Susan had a backup plan, but she was discouraged. They pulled into a big RV park where Susan had booked a space a week earlier under another name. Matt found their space, was relieved to see it was a pull-through, and they parked as the sun was going down. There were trees around them, but not the complete cover they would have liked. Neither of them was sure if the satellites could spot them through trees, anyway.
But there was nothing for it. They would have to spend the night, and hope the search was, by now, focused far away to the north and east.
THEY made a meal from cans and ate it in silence. They hadn't bothered to hook up anything, not even the electricity, but the refrigerator and stove used propane. There was no reason not to turn on all the lights and have a party—Susan had stocked some beer. But the instincts of the hunted left them huddling beneath a single light over the kitchen table. Susan sat facing the back, where Fuzzy stood, maybe ten feet behind Matt's back.
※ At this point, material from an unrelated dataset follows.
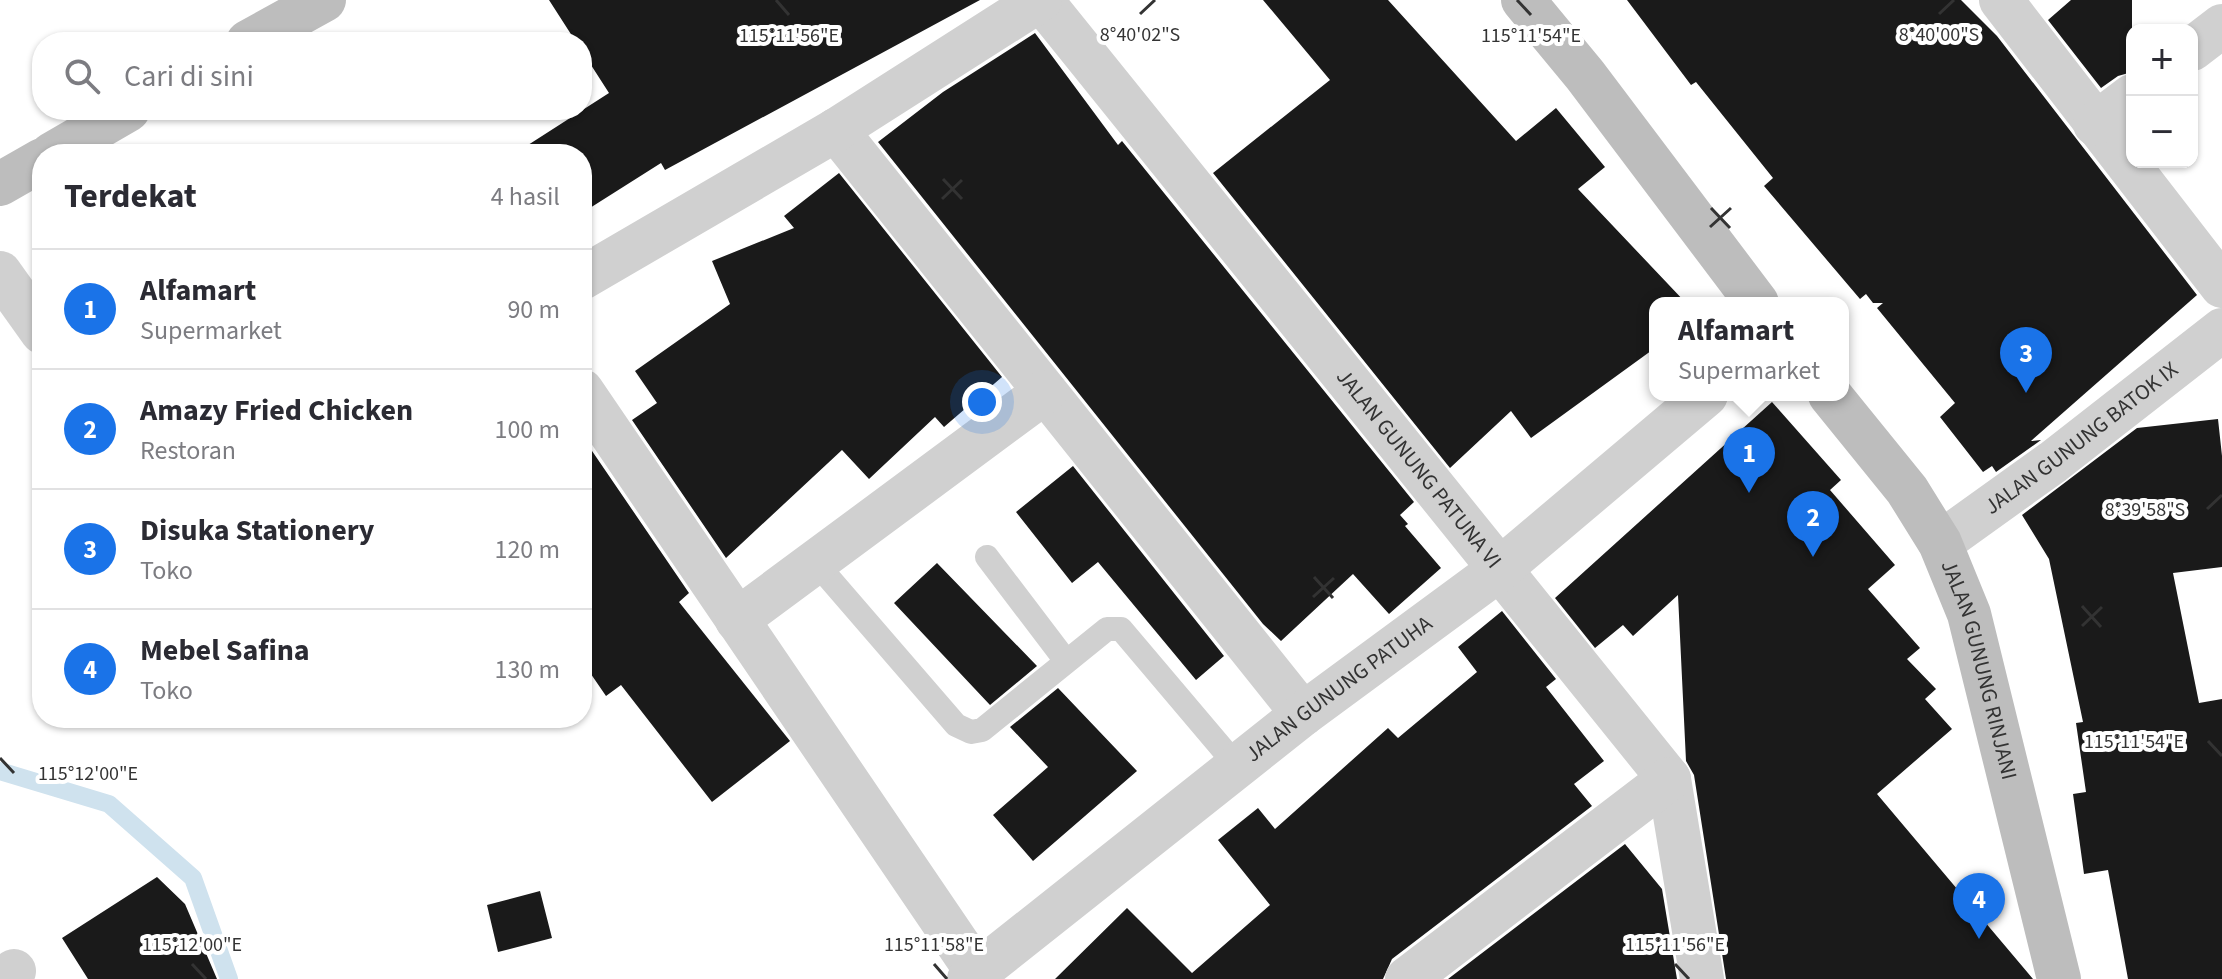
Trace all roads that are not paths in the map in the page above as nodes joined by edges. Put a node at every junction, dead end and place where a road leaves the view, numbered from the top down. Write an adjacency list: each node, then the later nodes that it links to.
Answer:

Every once in a while she got up to pet him or feed him a treat. He seemed tired of this whole bye-bye business by now.
"He's restless," she said as she sat back down opposite Matt. "He missed his daily run. Hell, he's probably even missing doing his show." "He's a creature of habit," Matt said. "He'll get used to new habits. You did the right thing."
"I hope you can stay awake a little longer. There are some things I have to tell you."
She looked up, more alert.
"The rest of your story?"
He smiled.
"Yeah. The good parts... well, the better parts. Anything would have felt good after getting out of that cell. And some things you need to know."
"Why don't we get to that part first? We'll have plenty of time to catch up on the rest, even if we have to do it by mail from our separate prisons."